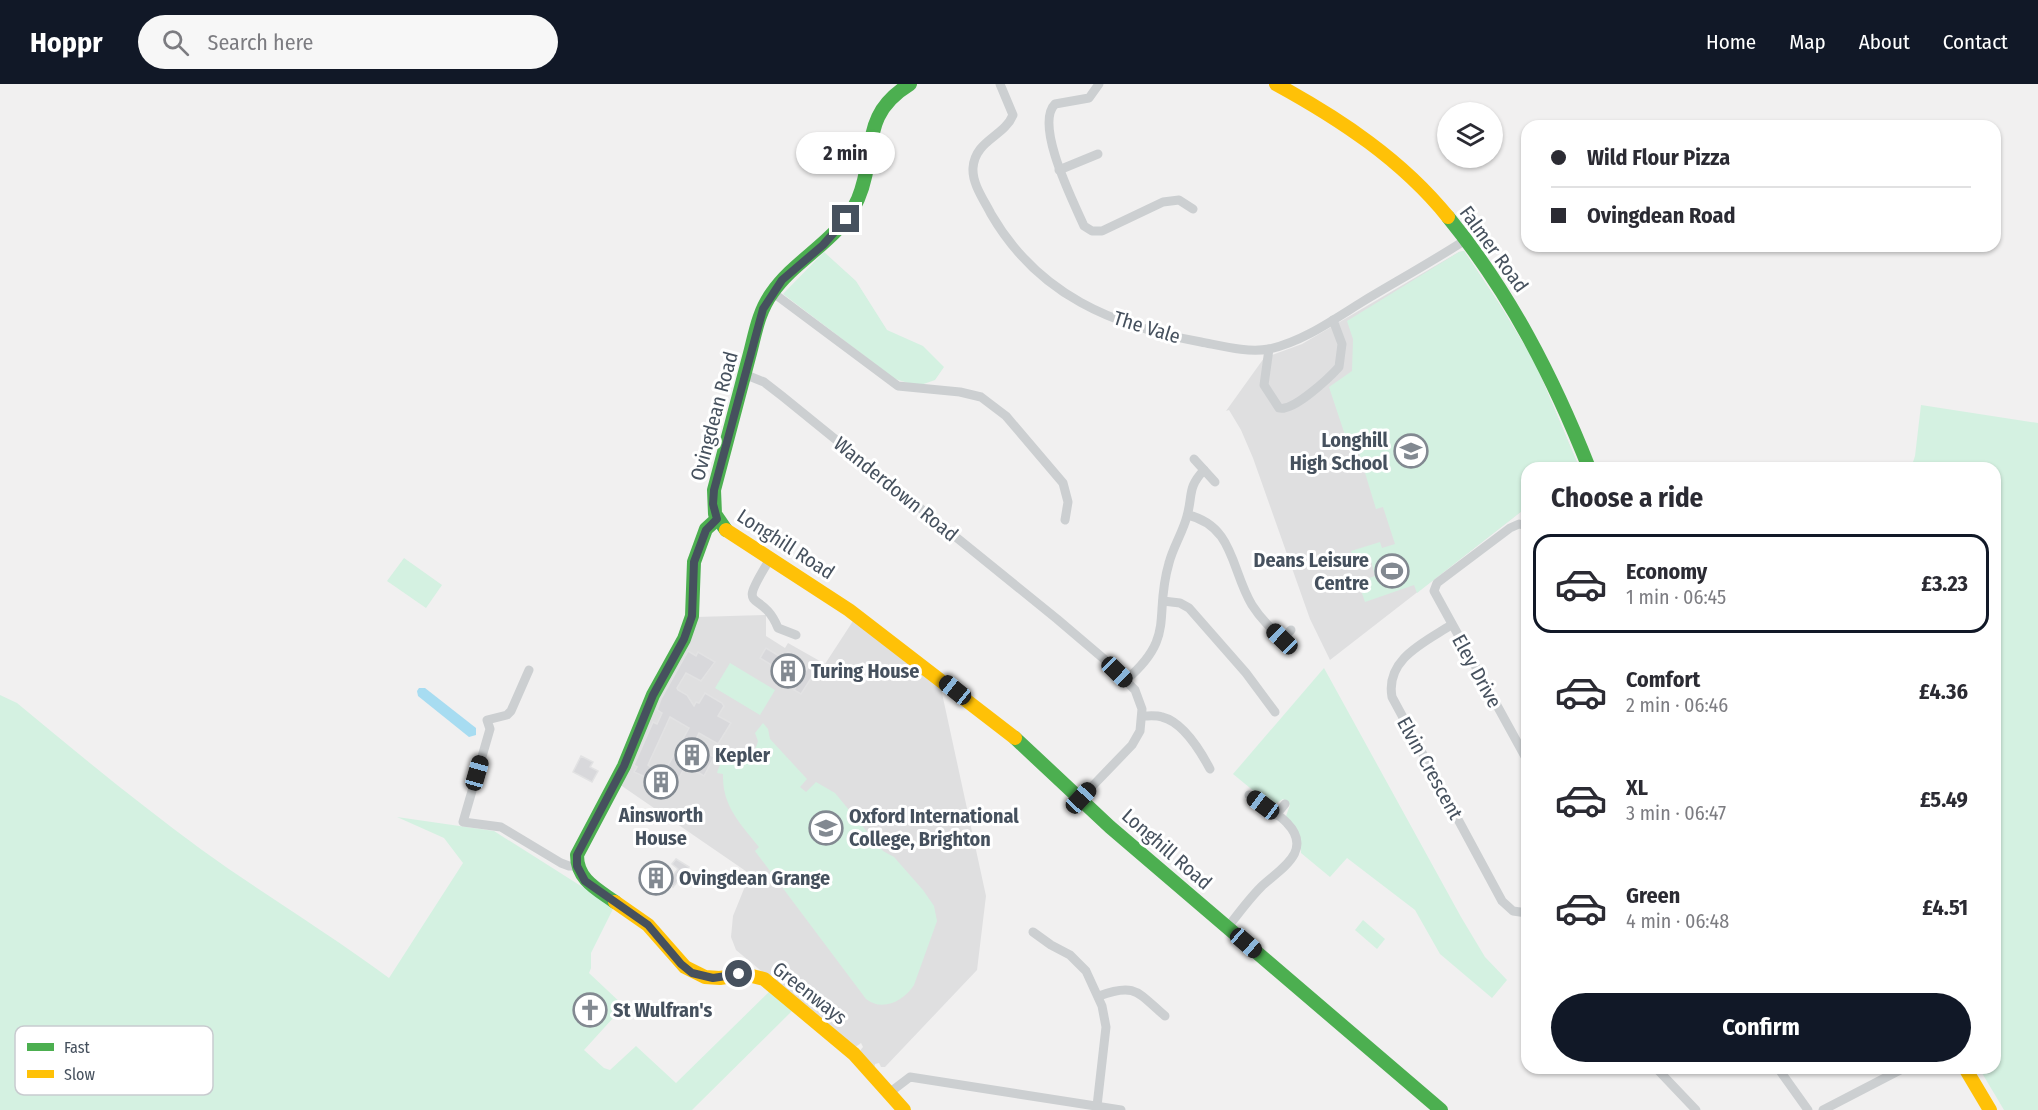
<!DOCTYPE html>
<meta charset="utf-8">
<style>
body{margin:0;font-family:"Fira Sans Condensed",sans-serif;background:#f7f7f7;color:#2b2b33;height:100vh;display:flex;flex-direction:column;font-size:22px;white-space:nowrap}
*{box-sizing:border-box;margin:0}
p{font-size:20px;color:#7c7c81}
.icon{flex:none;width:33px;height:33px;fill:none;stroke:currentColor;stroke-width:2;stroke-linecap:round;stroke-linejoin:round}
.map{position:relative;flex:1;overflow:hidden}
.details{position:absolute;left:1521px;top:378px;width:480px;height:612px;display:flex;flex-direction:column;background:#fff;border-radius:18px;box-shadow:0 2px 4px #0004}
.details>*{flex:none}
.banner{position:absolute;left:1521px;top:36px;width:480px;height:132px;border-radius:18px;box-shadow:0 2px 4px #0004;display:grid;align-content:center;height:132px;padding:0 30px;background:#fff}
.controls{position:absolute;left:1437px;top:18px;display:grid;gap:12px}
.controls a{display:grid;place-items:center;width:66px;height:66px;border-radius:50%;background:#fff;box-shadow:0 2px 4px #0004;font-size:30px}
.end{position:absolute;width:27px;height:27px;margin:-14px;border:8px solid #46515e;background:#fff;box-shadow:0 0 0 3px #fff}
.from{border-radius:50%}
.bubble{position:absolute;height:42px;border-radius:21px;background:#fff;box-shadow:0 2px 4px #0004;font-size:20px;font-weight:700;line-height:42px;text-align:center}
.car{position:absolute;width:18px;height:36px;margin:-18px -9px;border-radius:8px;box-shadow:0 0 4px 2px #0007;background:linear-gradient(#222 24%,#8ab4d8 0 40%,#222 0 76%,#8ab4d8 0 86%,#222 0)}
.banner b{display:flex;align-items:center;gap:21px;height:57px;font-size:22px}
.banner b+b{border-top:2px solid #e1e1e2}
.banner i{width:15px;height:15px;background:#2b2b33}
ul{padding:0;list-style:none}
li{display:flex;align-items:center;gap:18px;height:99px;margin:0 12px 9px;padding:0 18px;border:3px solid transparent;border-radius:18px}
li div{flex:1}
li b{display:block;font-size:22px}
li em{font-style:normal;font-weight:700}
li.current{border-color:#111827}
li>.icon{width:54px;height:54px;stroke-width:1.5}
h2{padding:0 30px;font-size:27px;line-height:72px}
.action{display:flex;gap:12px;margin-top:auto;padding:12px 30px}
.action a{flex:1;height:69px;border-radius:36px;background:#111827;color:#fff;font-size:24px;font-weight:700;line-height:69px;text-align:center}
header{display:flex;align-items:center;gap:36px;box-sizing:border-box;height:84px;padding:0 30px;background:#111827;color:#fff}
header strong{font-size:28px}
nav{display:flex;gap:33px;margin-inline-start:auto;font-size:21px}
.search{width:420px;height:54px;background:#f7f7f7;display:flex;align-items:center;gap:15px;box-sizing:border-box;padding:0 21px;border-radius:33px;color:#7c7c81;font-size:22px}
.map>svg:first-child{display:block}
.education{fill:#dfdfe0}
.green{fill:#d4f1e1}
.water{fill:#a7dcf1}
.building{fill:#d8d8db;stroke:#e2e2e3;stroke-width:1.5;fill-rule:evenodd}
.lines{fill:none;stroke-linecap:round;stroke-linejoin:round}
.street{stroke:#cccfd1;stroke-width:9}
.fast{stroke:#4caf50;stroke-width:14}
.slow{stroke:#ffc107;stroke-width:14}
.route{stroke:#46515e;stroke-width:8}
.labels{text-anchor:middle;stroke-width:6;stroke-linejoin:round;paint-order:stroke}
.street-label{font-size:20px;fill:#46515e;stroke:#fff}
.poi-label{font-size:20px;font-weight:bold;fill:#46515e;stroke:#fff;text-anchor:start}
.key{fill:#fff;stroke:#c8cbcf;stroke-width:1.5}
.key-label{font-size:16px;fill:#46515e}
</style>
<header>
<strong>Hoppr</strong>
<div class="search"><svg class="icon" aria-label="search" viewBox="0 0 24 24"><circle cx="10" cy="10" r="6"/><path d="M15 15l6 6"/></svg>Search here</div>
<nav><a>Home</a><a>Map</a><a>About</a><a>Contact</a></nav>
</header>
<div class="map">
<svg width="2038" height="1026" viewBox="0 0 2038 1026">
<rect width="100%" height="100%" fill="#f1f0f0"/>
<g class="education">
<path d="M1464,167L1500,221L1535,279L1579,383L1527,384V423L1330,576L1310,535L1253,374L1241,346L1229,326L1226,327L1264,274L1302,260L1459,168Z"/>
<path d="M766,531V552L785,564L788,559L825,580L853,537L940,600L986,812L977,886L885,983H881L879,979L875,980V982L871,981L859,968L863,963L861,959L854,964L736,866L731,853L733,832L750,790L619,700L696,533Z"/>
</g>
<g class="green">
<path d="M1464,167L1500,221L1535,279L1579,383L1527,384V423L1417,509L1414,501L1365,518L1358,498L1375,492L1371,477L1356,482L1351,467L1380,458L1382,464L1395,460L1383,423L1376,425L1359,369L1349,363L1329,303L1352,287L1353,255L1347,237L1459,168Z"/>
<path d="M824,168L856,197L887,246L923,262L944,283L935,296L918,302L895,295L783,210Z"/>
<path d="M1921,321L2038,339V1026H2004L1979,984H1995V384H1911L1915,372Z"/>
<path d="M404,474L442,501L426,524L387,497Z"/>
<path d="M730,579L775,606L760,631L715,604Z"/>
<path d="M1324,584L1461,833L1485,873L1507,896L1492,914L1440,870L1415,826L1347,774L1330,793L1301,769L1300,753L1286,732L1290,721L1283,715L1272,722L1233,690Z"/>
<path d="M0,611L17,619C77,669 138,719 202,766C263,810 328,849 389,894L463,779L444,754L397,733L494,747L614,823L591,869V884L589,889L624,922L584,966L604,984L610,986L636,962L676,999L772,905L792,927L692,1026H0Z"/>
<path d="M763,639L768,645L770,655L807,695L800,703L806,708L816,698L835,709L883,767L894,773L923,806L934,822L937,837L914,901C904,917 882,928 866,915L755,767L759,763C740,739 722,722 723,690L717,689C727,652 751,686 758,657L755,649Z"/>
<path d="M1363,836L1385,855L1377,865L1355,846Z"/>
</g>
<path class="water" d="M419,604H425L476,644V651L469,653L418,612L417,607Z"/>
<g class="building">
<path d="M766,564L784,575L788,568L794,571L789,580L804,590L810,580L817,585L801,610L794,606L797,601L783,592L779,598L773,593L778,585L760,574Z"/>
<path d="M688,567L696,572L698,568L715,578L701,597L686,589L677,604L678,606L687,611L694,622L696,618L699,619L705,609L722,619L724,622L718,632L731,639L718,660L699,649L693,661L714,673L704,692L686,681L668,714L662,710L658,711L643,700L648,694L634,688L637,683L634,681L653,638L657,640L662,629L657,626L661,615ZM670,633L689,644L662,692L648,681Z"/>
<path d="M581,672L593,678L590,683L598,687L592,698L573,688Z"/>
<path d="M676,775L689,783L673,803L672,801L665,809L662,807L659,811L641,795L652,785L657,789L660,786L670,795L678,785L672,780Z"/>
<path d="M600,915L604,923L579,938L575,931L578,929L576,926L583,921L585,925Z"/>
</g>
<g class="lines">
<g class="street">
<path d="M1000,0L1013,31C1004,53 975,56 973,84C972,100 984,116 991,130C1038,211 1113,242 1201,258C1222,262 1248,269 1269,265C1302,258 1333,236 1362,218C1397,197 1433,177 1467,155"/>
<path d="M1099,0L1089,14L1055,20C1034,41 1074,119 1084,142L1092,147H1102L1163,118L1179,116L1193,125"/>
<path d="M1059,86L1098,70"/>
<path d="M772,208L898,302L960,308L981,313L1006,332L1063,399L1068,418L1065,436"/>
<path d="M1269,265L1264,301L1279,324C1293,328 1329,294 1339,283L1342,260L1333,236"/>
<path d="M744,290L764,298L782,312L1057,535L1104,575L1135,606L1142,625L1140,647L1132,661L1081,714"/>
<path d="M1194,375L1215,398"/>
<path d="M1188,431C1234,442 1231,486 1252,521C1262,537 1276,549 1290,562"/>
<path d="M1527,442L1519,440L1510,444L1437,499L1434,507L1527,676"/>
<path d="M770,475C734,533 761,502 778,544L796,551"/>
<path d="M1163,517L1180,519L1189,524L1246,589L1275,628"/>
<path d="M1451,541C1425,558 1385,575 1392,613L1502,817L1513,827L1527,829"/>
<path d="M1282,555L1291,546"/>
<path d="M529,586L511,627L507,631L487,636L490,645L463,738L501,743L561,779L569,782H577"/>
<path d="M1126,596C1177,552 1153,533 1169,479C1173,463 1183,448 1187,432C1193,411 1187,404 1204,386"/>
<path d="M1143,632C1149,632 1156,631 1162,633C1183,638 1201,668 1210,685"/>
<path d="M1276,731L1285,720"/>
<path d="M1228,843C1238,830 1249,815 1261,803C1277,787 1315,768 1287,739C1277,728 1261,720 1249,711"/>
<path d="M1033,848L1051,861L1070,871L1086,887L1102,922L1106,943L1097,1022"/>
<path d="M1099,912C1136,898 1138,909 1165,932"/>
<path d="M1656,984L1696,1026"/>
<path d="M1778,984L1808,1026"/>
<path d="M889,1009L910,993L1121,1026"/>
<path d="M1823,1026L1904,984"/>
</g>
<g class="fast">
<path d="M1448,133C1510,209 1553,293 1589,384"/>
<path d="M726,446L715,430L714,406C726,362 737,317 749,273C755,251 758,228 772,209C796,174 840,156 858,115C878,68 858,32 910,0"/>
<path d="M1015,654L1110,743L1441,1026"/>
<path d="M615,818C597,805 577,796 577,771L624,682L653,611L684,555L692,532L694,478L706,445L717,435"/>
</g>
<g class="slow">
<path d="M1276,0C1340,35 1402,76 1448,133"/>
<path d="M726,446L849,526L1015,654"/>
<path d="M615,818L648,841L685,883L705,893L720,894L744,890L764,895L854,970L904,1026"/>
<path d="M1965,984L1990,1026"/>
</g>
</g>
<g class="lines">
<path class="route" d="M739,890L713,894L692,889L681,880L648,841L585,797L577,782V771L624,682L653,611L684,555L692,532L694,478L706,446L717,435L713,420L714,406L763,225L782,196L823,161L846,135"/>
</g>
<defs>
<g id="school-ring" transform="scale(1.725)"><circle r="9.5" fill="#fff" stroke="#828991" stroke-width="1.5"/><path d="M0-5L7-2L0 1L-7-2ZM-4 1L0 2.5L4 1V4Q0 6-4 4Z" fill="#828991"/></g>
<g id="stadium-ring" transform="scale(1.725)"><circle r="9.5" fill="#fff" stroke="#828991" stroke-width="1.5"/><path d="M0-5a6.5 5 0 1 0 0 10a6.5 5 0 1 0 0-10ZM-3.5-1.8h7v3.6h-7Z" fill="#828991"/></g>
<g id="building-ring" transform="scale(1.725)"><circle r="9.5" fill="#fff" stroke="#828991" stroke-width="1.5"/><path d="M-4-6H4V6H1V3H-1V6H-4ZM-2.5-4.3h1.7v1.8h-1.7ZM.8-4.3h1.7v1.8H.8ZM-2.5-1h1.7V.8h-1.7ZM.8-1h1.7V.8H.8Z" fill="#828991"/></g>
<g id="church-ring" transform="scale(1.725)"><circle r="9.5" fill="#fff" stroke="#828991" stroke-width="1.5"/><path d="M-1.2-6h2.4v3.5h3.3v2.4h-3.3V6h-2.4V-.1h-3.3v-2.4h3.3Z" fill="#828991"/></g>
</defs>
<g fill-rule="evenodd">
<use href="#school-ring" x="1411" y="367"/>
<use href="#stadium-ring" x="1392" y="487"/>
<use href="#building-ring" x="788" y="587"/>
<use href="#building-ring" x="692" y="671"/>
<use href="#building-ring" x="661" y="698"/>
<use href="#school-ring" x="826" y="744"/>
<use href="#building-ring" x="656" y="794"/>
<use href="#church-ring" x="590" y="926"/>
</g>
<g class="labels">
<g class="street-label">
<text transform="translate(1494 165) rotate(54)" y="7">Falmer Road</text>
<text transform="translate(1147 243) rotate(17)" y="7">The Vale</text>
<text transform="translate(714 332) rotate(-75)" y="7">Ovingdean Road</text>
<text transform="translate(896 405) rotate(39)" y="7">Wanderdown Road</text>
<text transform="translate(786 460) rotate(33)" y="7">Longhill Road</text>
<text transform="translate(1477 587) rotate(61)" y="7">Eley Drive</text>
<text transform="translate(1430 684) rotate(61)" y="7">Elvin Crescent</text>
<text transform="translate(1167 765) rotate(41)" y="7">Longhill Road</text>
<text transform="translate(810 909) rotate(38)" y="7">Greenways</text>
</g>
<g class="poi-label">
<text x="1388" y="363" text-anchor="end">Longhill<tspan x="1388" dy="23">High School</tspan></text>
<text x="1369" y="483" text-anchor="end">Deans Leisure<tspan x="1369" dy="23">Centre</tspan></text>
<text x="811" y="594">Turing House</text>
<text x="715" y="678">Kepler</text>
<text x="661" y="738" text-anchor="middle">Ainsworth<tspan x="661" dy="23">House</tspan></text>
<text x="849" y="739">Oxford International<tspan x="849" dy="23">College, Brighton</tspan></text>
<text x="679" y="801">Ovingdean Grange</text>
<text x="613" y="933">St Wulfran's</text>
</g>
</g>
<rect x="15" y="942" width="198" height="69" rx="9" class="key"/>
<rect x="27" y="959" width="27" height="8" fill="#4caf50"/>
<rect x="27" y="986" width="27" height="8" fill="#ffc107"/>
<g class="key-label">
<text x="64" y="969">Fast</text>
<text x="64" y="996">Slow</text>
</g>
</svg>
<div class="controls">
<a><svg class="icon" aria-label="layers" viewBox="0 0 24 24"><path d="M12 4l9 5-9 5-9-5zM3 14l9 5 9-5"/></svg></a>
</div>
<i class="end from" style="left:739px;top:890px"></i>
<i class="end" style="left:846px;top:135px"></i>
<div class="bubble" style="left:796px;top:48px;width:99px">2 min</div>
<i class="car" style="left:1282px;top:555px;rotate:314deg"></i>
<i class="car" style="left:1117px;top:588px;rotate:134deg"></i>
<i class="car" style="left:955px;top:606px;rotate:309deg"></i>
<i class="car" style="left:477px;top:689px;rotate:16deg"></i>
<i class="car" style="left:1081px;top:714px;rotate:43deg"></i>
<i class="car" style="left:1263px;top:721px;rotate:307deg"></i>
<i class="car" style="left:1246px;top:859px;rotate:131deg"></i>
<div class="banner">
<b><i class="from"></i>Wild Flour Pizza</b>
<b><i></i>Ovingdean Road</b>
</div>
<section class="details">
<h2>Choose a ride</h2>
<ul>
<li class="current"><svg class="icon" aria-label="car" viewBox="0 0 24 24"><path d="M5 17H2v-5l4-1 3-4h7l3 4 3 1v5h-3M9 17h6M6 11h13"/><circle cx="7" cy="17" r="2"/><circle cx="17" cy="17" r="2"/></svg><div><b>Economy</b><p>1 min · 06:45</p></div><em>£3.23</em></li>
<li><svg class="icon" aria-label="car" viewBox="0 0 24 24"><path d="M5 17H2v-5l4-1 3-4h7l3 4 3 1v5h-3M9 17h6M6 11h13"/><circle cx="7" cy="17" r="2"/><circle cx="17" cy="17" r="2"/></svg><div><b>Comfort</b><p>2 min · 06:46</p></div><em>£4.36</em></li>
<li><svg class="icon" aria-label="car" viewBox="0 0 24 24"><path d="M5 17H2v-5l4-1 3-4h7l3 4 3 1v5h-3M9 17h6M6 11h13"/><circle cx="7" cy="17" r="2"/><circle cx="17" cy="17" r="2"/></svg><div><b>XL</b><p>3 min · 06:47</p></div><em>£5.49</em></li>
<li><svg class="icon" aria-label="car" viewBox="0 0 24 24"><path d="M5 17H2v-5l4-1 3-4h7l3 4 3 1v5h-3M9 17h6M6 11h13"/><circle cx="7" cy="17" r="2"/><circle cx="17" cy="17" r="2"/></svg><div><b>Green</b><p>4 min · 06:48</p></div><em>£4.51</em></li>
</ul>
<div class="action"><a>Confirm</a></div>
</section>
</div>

_ _ _ _ _ _ _

• Exercise details: For every line in the data above that holds "bubble", return the line itself.

• Exercise response:
.bubble{position:absolute;height:42px;border-radius:21px;background:#fff;box-shadow:0 2px 4px #0004;font-size:20px;font-weight:700;line-height:42px;text-align:center}
<div class="bubble" style="left:796px;top:48px;width:99px">2 min</div>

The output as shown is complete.